Les difficultés pour obtenir la délivrance

Rapport du 121e Congrès des notaires de France - Dernière date de mise à jour le 31 janvier 2025
– Refus des héritiers. – La première difficulté rencontrée pour obtenir la délivrance concerne le refus des héritiers. L'hypothèse est la suivante : la dévolution successorale a été établie, les héritiers ont accepté la succession, mais refusent de délivrer le legs et d'exécuter les volontés du défunt. Il n'y a alors qu'une unique solution : l'assignation judiciaire pour obtenir la délivrance de legs judiciaire.

Une solution pour se prémunir d'un refus prévisible

La délivrance est d'ordre public. Le testateur ne saurait dispenser le gratifié de la solliciter même en situation conflictuelle prévisible. Il est précisé qu'en présence d'un exécuteur testamentaire, la solution est malheureusement identique. En l'état actuel du droit positif, même envoyé en possession, celui-ci n'a pas les pouvoirs pour délivrer les legs. Il serait utile, lors d'une refonte du statut de l'exécuteur testamentaire, qu'il soit saisi et dispensé d'envoi en possession judiciaire, d'une part, et habilité à délivrer les legs en tant que gardien choisi de la police de l'hérédité, d'autre part. L'intérêt d'une telle solution serait de se prémunir à l'encontre de refus nuisibles et prévisibles en situation de tensions connues. Il est raisonnable d'imaginer que la multiplication des recompositions familiales fasse émerger l'intérêt pratique d'une telle solution pacifiée. Le défunt pourrait choisir l'héritier le plus consensuel.
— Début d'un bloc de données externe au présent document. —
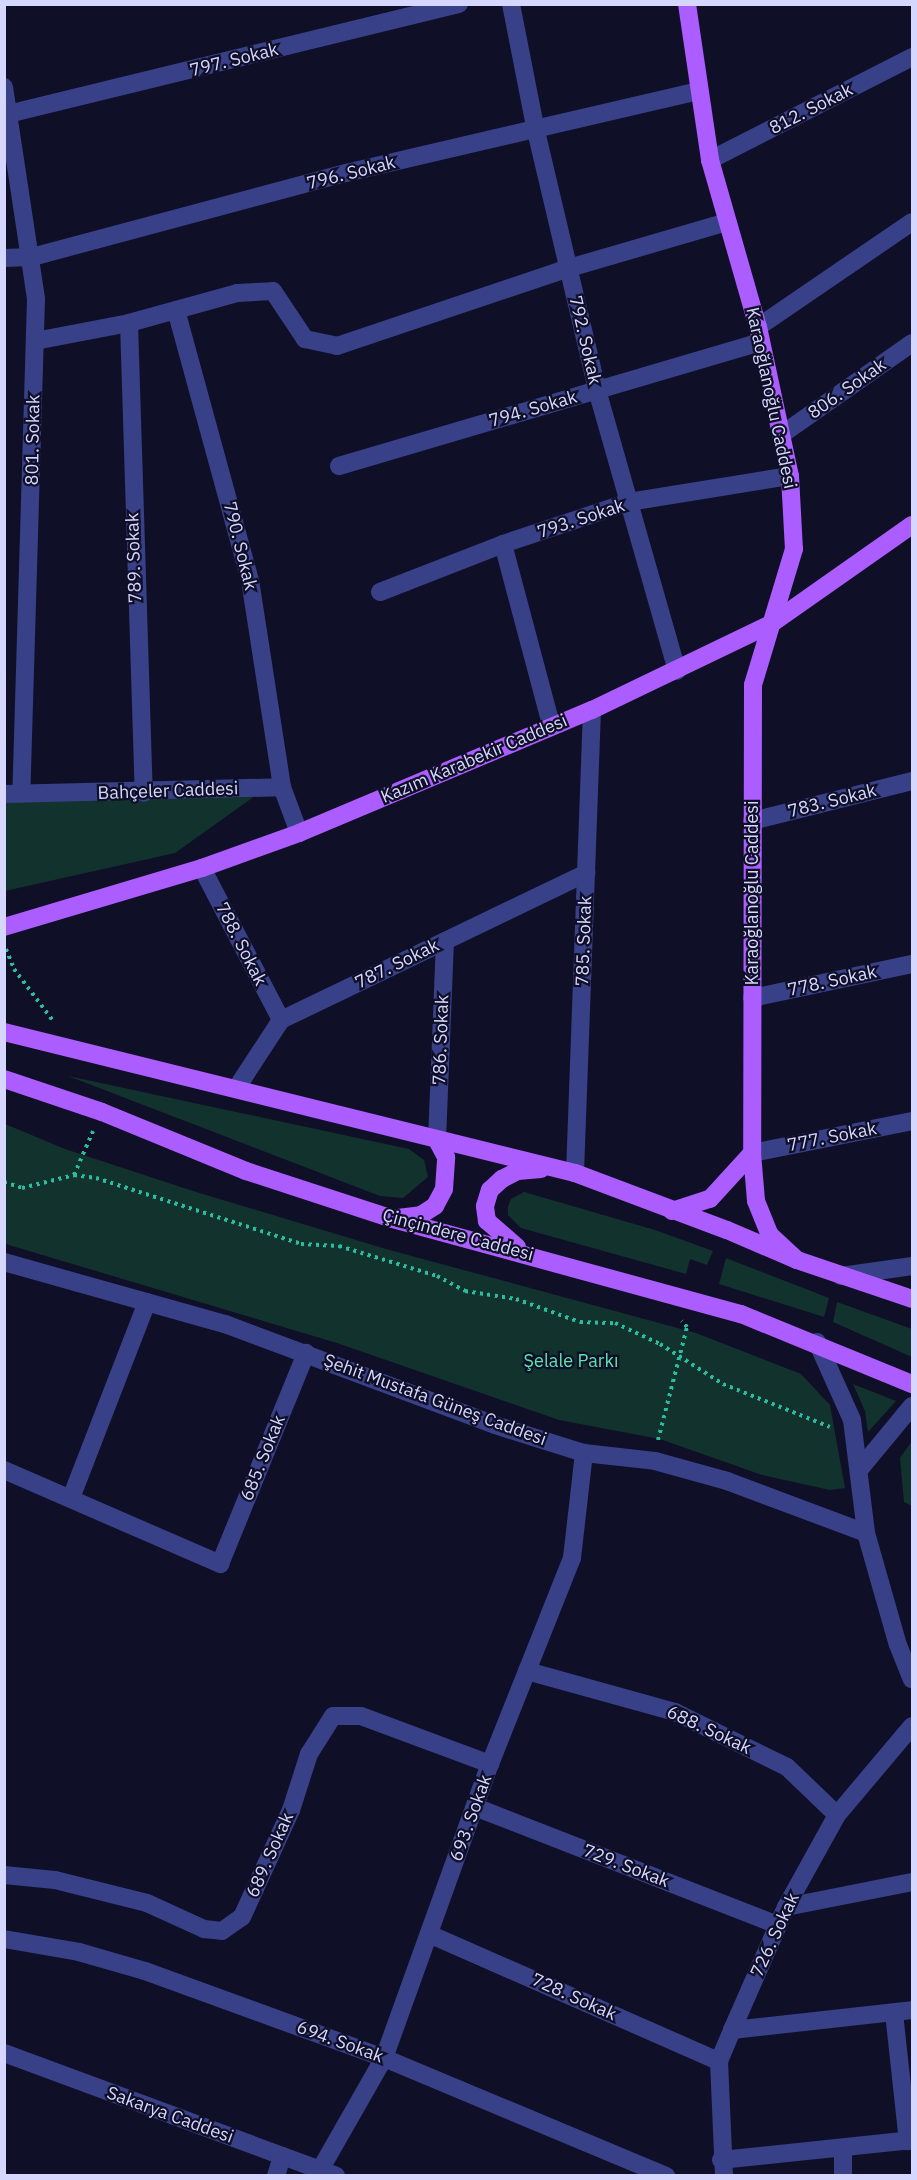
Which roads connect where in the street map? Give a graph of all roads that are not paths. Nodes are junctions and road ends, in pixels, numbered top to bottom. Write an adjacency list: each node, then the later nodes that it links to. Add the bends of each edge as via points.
1 (459, 4): 7 (street, 797. Sokak)
2 (511, 4): 8 (street, 792. Sokak)
3 (689, 5): 6 (main road, Karaoğlanoğlu Caddesi)
4 (912, 57): 9 (street, 812. Sokak)
5 (4, 87): 7 (street, 801. Sokak)
6 (699, 91): 8 (street, 796. Sokak); 9 (main road, Karaoğlanoğlu Caddesi)
7 (8, 114): 12 (street, 801. Sokak)
8 (536, 131): 12 (street, 796. Sokak, via 346,173); 14 (street, 792. Sokak)
9 (710, 160): 10 (main road, Karaoğlanoğlu Caddesi)
10 (727, 222): 14 (street); 17 (main road, Karaoğlanoğlu Caddesi)
11 (912, 222): 17 (street, 794. Sokak)
12 (32, 257): 13 (street, 796. Sokak); 18 (street, 801. Sokak)
13 (4, 258)
14 (569, 268): 15 (street, via 337,346 305,339 273,291 237,293); 20 (street, 792. Sokak)
15 (176, 310): 16 (street); 33 (street, 790. Sokak, via 250,580)
16 (129, 323): 18 (street); 34 (street, 789. Sokak)
17 (759, 334): 20 (street, 794. Sokak); 21 (main road, Karaoğlanoğlu Caddesi)
18 (35, 341): 35 (street, 801. Sokak)
19 (912, 343): 21 (street, 806. Sokak)
20 (597, 390): 22 (street, 794. Sokak); 24 (street, 792. Sokak)
21 (781, 435): 23 (main road, Karaoğlanoğlu Caddesi)
22 (339, 466)
23 (790, 476): 24 (street, 793. Sokak); 28 (main road, Karaoğlanoğlu Caddesi, via 794,549)
24 (629, 502): 26 (street, 793. Sokak); 29 (street, 792. Sokak)
25 (912, 525): 28 (main road, Kazım Karabekir Caddesi)
26 (503, 544): 27 (street, 793. Sokak); 31 (street)
27 (380, 592)
28 (771, 624): 29 (main road, Kazım Karabekir Caddesi); 36 (main road, Karaoğlanoğlu Caddesi, via 753,685)
29 (677, 671): 30 (main road, Kazım Karabekir Caddesi)
30 (592, 710): 31 (main road, Kazım Karabekir Caddesi); 39 (street, 785. Sokak)
31 (551, 724): 37 (main road, Kazım Karabekir Caddesi)
32 (912, 781): 36 (street, 783. Sokak)
33 (282, 787): 34 (street, Bahçeler Caddesi); 37 (street)
34 (144, 793): 35 (street, Bahçeler Caddesi)
35 (13, 794)
36 (752, 821): 43 (main road, Karaoğlanoğlu Caddesi)
37 (299, 833): 38 (main road, Kazım Karabekir Caddesi)
38 (202, 868): 40 (main road, Kazım Karabekir Caddesi); 44 (street, 788. Sokak)
39 (587, 873): 41 (street, 787. Sokak); 52 (street, 785. Sokak)
40 (4, 927)
41 (445, 941): 44 (street, 787. Sokak); 49 (street, 786. Sokak)
42 (912, 964): 43 (street, 778. Sokak)
43 (752, 998): 50 (main road, Karaoğlanoğlu Caddesi)
44 (281, 1020): 47 (street)
45 (4, 1032): 47 (main road)
46 (4, 1079): 54 (main road, Çinçindere Caddesi, via 102,1112 246,1171)
47 (236, 1089): 49 (main road)
48 (912, 1121): 50 (street, 777. Sokak)
49 (437, 1140): 51 (main road); 54 (main road, via 446,1157 444,1190 435,1206 421,1215)
50 (752, 1153): 53 (main road, via 710,1199); 56 (main road, Karaoğlanoğlu Caddesi, via 756,1201 769,1234)
51 (554, 1167): 52 (main road); 55 (main road, via 518,1171 490,1190 485,1206 487,1221)
52 (575, 1173): 53 (main road)
53 (670, 1211): 56 (main road)
54 (393, 1219): 55 (main road, Çinçindere Caddesi)
55 (525, 1253): 62 (main road, Çinçindere Caddesi, via 741,1314)
56 (797, 1260): 59 (main road)
57 (4, 1262): 61 (street, Şehit Mustafa Güneş Caddesi)
58 (912, 1266): 59 (street)
59 (841, 1276): 60 (main road)
60 (912, 1299)
61 (147, 1302): 63 (street, Şehit Mustafa Güneş Caddesi); 69 (street)
62 (817, 1342): 64 (main road, Çinçindere Caddesi); 68 (street, via 852,1420)
63 (306, 1353): 66 (street, Şehit Mustafa Güneş Caddesi, via 495,1425); 69 (street, 685. Sokak, via 220,1564)
64 (912, 1384)
65 (912, 1406): 68 (street)
66 (584, 1453): 70 (street, Şehit Mustafa Güneş Caddesi, via 655,1461 727,1481); 71 (street, 693. Sokak, via 572,1558)
67 (4, 1470): 69 (street)
68 (859, 1470): 70 (street)
69 (71, 1498)
70 (866, 1533): 72 (street, via 898,1646)
71 (527, 1671): 74 (street, 693. Sokak); 76 (street, 688. Sokak, via 675,1712 787,1767)
72 (912, 1679)
73 (912, 1726): 76 (street, 726. Sokak)
74 (490, 1764): 75 (street, 693. Sokak); 77 (street, 689. Sokak, via 361,1716 333,1716 309,1754 291,1810 242,1917 222,1931 204,1929 147,1903 55,1880)
75 (475, 1807): 80 (street, 729. Sokak); 81 (street, 693. Sokak)
76 (837, 1815): 79 (street, 726. Sokak)
77 (4, 1875)
78 (912, 1882): 79 (street)
79 (786, 1907): 80 (street, 726. Sokak)
80 (778, 1925): 85 (street, 726. Sokak)
81 (429, 1934): 87 (street, 693. Sokak); 88 (street, 728. Sokak)
82 (4, 1940): 87 (street, 694. Sokak, via 79,1952 145,1971)
83 (912, 2010): 84 (street)
84 (894, 2013): 85 (street); 89 (street)
85 (732, 2030): 88 (street, 726. Sokak)
86 (4, 2054): 91 (street, Sakarya Caddesi)
87 (384, 2058): 93 (street, 693. Sokak); 95 (street, 694. Sokak)
88 (719, 2061): 92 (street, 726. Sokak)
89 (910, 2141): 90 (street)
90 (843, 2148): 92 (street); 96 (street)
91 (282, 2156): 93 (street, Sakarya Caddesi); 94 (street)
92 (723, 2168)
93 (328, 2173)
94 (276, 2175)
95 (666, 2175)
96 (843, 2175)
Cette solution aurait également un intérêt évident en présence de familles internationales et de testaments anglo-saxons.
– Vacance successorale. – La deuxième difficulté rencontrée pour obtenir la délivrance concerne la vacance successorale. En pareil cas, la dévolution successorale n'est pas établie et les héritiers n'ont pas accepté la succession. Des recherches complémentaires, ou l'intervention d'un généalogiste peuvent s'avérer nécéssaires. La solution est alors le prononcé de la vacance par le tribunal avec la désignation d'un curateur sur le fondement de l'article 809 du Code civil, lequel délivrera les legs à l'issue du délai de six mois à compter de l'ouverture de la succession (C. civ., art. 810-1 et CPC, art. 1343).
On peut s'interroger sur la pertinence du délai. Le curateur doit attendre la fin du délai de six mois pour délivrer les legs, ce qui engendre nécessairement un retard fiscal préjudiciable pour le légataire. Ne serait-il pas utile de supprimer ce délai, pour laisser au curateur la possibilité de délivrer les legs à sa convenance ?
– Succession sous administration. – La troisième difficulté rencontrée pour obtenir la délivrance concerne la succession sous administration. Dans cette hypothèse, la dévolution a été établie, mais les ayants droit n'ont pas tous accepté la succession. L'issue est l'administration successorale. La demande en délivrance du légataire doit être adressée auprès de tous les ayants droit. Il conviendra de sommer d'opter les ayants droit taisants et de demander au juge d'habiliter spécialement l'administrateur à l'effet de délivrer les legs. Cette situation est loin d'être une hypothèse d'école. Elle place l'étude notariale, les ayants droit acceptants et le légataire dans une situation délicate.
Cette solution jurisprudentielle pourrait être étendue au cas des héritiers taisants. On pourrait imaginer que le legs ne soit délivré que par les héritiers connus acceptants.

Une très ancienne solution jurisprudentielle

Certains praticiens soutiennent, à l'appui d'un ancien arrêt de la chambre des requêtes de la Cour de cassation du 13 novembre 1855, que lorsque tous les héritiers ne sont pas connus, la demande en délivrance pourrait être adressée aux seuls successeurs connus au jour de la demande et la délivrance faite sans la présence de l'intégralité des successibles. Cette solution a le mérite de la simplicité, mais n'est pas proposée par les textes, ni entérinée par une jurisprudence constante et claire. Elle est pourtant de bon sens et est présentée par certains auteurs comme une exception au principe de la délivrance accordée par chacun des héritiers. La consécration de cette solution par le législateur permettrait de réduire les cas de blocage et la judiciarisation du règlement successoral complexe.